In this country (England) the thing about male relatives being guarantors was introduced following campaigns ( Dickens being very prominent) to end the "horror" of being imprisoned for debt. It ended that possibility by requiring a male relative to be the responsible person. Prior to this new "enlightened" law even quite aristorcatic ladies had had found themselves incarcerated just like debtor men. This of course was in a society where going to prison for non payment of debts was a regular thing. In a sense the feminists are right, during the Victorian era the push to protect ladies from any nastiness did indeed remove their responsibilities.

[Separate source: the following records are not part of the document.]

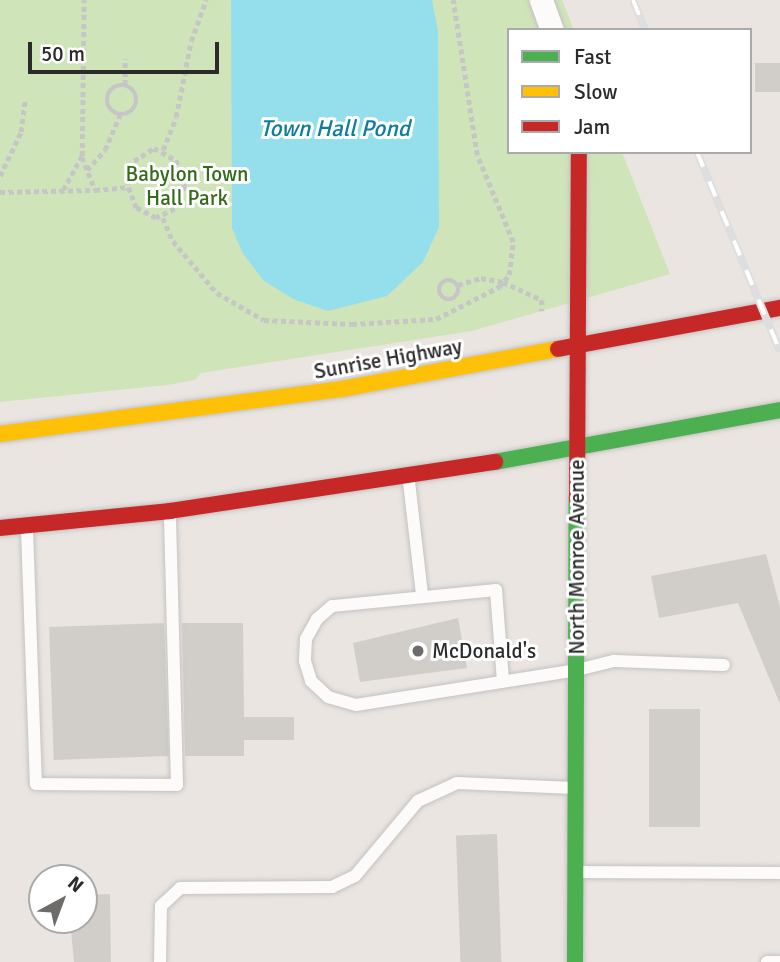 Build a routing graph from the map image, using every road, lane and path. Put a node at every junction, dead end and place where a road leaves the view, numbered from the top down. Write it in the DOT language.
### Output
graph roads {
  1 [pos="84,0"];
  2 [pos="206,0"];
  3 [pos="453,0"];
  4 [pos="541,0"];
  5 [pos="551,28"];
  6 [pos="125,59"];
  7 [pos="125,85"];
  8 [pos="25,99"];
  9 [pos="120,115"];
  10 [pos="163,150"];
  11 [pos="579,154"];
  12 [pos="82,156"];
  13 [pos="88,170"];
  14 [pos="0,176"];
  15 [pos="128,187"];
  16 [pos="63,190"];
  17 [pos="95,190"];
  18 [pos="0,192"];
  19 [pos="163,218"];
  20 [pos="503,282"];
  21 [pos="458,285"];
  22 [pos="780,307"];
  23 [pos="542,311"];
  24 [pos="576,347"];
  25 [pos="780,410"];
  26 [pos="0,434"];
  27 [pos="578,450"];
  28 [pos="409,478"];
  29 [pos="170,511"];
  30 [pos="27,526"];
  31 [pos="0,528"];
  32 [pos="422,594"];
  33 [pos="724,665"];
  34 [pos="578,670"];
  35 [pos="503,681"];
  36 [pos="578,788"];
  37 [pos="578,872"];
  38 [pos="780,873"];
  39 [pos="160,962"];
  40 [pos="575,962"];
  41 [pos="767,962"];
  42 [pos="780,962"];
  1 -- 12 [label="path"];
  2 -- 10 [label="path"];
  3 -- 20 [label="path"];
  4 -- 5 [label="street"];
  6 -- 7 [label="path"];
  7 -- 9 [label="path"];
  7 -- 9 [label="path"];
  8 -- 14 [label="path"];
  9 -- 13 [label="path"];
  10 -- 15 [label="path"];
  10 -- 19 [label="path"];
  11 -- 24 [label="main road, North Monroe Avenue"];
  12 -- 13 [label="path"];
  12 -- 16 [label="path"];
  13 -- 17 [label="path"];
  15 -- 17 [label="path"];
  15 -- 19 [label="path"];
  16 -- 17 [label="path"];
  16 -- 18 [label="path"];
  19 -- 20 [label="path"];
  20 -- 21 [label="path"];
  20 -- 23 [label="path"];
  21 -- 21 [label="path"];
  22 -- 24 [label="main road, Sunrise Highway"];
  24 -- 26 [label="main road, Sunrise Highway"];
  24 -- 27 [label="main road, North Monroe Avenue"];
  25 -- 27 [label="main road"];
  27 -- 28 [label="main road"];
  27 -- 34 [label="main road, North Monroe Avenue"];
  28 -- 29 [label="main road"];
  28 -- 32 [label="lane"];
  29 -- 30 [label="main road"];
  29 -- 30 [label="lane"];
  30 -- 31 [label="main road"];
  32 -- 35 [label="lane"];
  32 -- 35 [label="lane"];
  33 -- 34 [label="lane"];
  34 -- 35 [label="lane"];
  34 -- 36 [label="main road, North Monroe Avenue"];
  36 -- 37 [label="main road, North Monroe Avenue"];
  36 -- 39 [label="lane"];
  37 -- 38 [label="lane"];
  37 -- 40 [label="main road, North Monroe Avenue"];
  41 -- 42 [label="lane"];
} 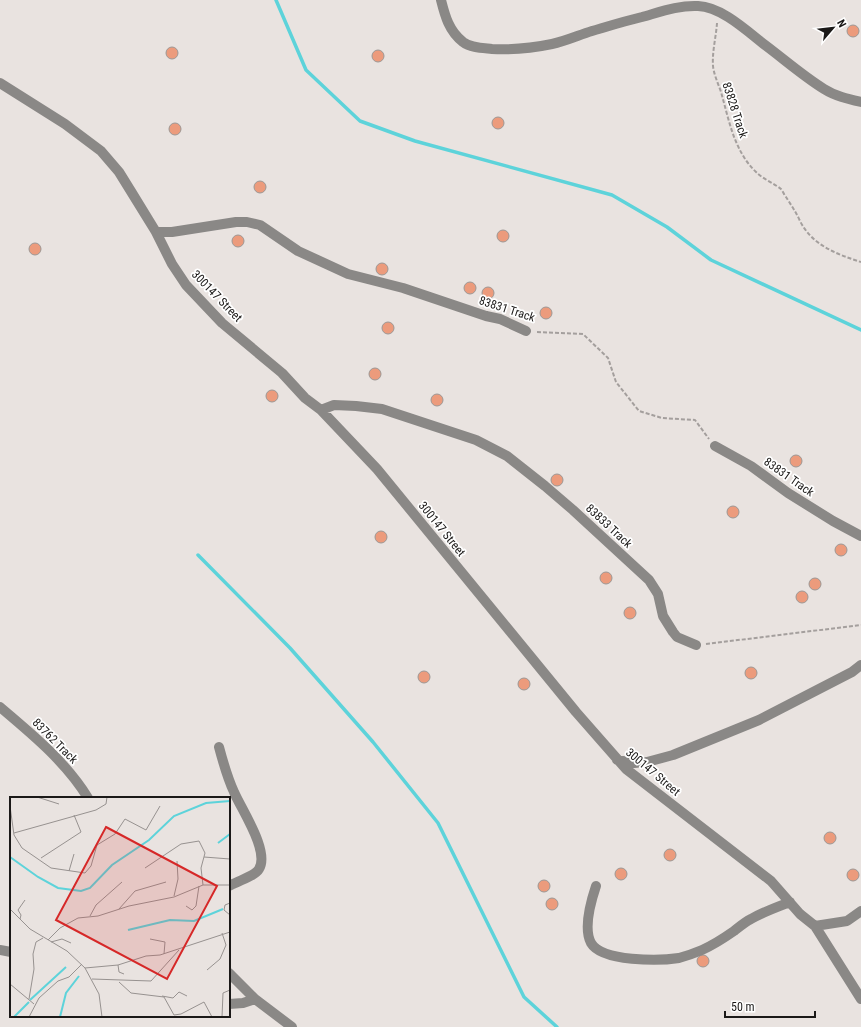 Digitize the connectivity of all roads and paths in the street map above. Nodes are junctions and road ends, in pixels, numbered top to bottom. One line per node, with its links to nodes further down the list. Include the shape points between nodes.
1 (441, 0): 2 (street, via 445,18 456,36 476,48 497,49 522,49 552,44 680,7 700,6)
2 (715, 11): 4 (street, via 730,18 825,89); 6 (path, 83828 Track, via 715,78 732,134 741,153 755,172 781,189 813,239 823,247)
3 (0, 83): 5 (street, 300147 Street, via 65,124 101,151 119,172)
4 (861, 102)
5 (156, 232): 7 (street, 83831 Track, via 236,222 260,225 298,251 348,274 500,319); 8 (street, 300147 Street, via 186,285 222,323 282,373 305,398)
6 (861, 262)
7 (526, 331): 9 (path, 83831 Track, via 583,334 608,358 616,382 639,411 662,418 695,420)
8 (321, 410): 12 (street, 83833 Track, via 334,405 382,409 476,440 507,456 573,510 649,580 658,594 663,616 673,632 677,637); 16 (street, 300147 Street, via 377,469)
9 (715, 446): 10 (street, 83831 Track)
10 (861, 536)
11 (861, 625): 12 (path)
12 (696, 645)
13 (861, 665): 16 (street, via 759,720 673,755 647,762)
14 (0, 707): 17 (street, 83762 Track, via 36,738 80,785)
15 (220, 747): 18 (street, via 225,770 252,826 261,858 259,870 255,874)
16 (617, 760): 20 (street, 300147 Street, via 771,882)
17 (87, 797)
18 (230, 886)
19 (596, 886): 20 (street, via 589,908 589,936 592,943 602,952 635,959 679,958 702,950 732,933 749,919)
20 (790, 902): 22 (street, 300147 Street, via 800,914)
21 (861, 911): 22 (street, via 847,921)
22 (816, 926): 27 (street, 300147 Street)
23 (0, 950): 24 (street)
24 (10, 952)
25 (230, 975): 26 (street)
26 (254, 999): 28 (street); 29 (street)
27 (861, 999)
28 (230, 1004)
29 (292, 1027) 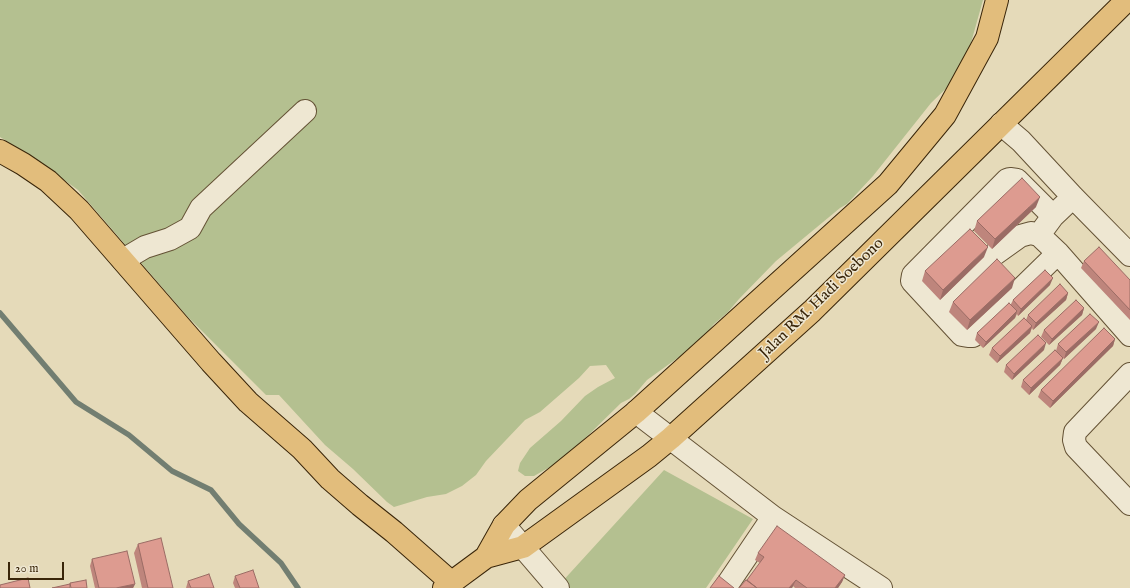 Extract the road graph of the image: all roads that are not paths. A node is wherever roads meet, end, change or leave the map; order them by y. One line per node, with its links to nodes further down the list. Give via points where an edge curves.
1 (997, 0): 17 (main road, Jalan RM. Hadi Soebono, via 987,38 945,115 888,184)
2 (1128, 0): 4 (main road, Jalan RM. Hadi Soebono)
3 (305, 111): 13 (lane, via 212,196 201,208 190,228 170,239 145,247)
4 (1001, 124): 6 (lane); 18 (main road, Jalan RM. Hadi Soebono, via 812,311)
5 (0, 151): 13 (main road, via 48,181 79,210)
6 (1073, 197): 7 (lane); 11 (lane)
7 (1053, 216): 8 (lane, via 1018,180 1010,179); 9 (lane)
8 (964, 224): 12 (lane); 14 (lane, via 912,278 913,283)
9 (1039, 235): 10 (lane); 12 (lane, via 1031,233 1020,236)
10 (1058, 253): 14 (lane, via 973,336 962,335); 15 (lane)
11 (1130, 255)
12 (992, 256): 14 (lane)
13 (123, 260): 24 (main road, via 248,402 302,449 330,479 394,532)
14 (939, 308)
15 (1130, 335)
16 (1130, 374): 19 (lane, via 1075,432 1074,440 1076,447)
17 (636, 412): 18 (lane); 21 (main road, Jalan RM. Hadi Soebono, via 528,500)
18 (671, 438): 20 (lane); 22 (main road, Jalan RM. Hadi Soebono)
19 (1130, 504)
20 (773, 517): 26 (lane); 27 (lane)
21 (504, 525): 22 (lane); 23 (main road, Jalan RM. Hadi Soebono)
22 (523, 547): 23 (main road, Jalan RM. Hadi Soebono); 25 (lane)
23 (486, 556): 24 (main road, Jalan RM. Hadi Soebono)
24 (454, 587)
25 (558, 588)
26 (725, 588)
27 (881, 588)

These statutes were quite short lived as here they mainly disapeared in the 1960s.
I don't think a prison sentence for unpaid debt in necessarily a bad thing. People often rack up debt with no intention of paying, which is tantamount to theft.
Currently, in the US, I often see and hear arguments regarding credit scores being cruel and unusual punishments that are 'targetted' at oppressing women and minorities. The idea, here too, is that everyone is entitled to freely borrow money (because everyone deserves whatever they feel they need or want) and it has to be paid for by those who can afford to pay. In this instance, it's a broadly applied progressive tax system but, as we all know, white males would overwhelmingly bear the brunt of it.
Wow! Not the History I learned on Women's Suffrage in Gr 11. Thank You again Janice.
Backlash to violence of this type also provides another popular movement icon. The Martyr. Just like the Tranny attempt at having one of their members get their wagon fixed so they too can have their George Floyd moment, Feminism would like to have theirs as well.
Sooner than later one hopes, men will have to stand up for themselves, verbally at first… .
I just finished reading the lengthy Wikipedia article about Emmeline Pankhurst (née Goulden; 15 July 1858 – 14 June 1928). Thank you, Janice for providing what the article failed to mention.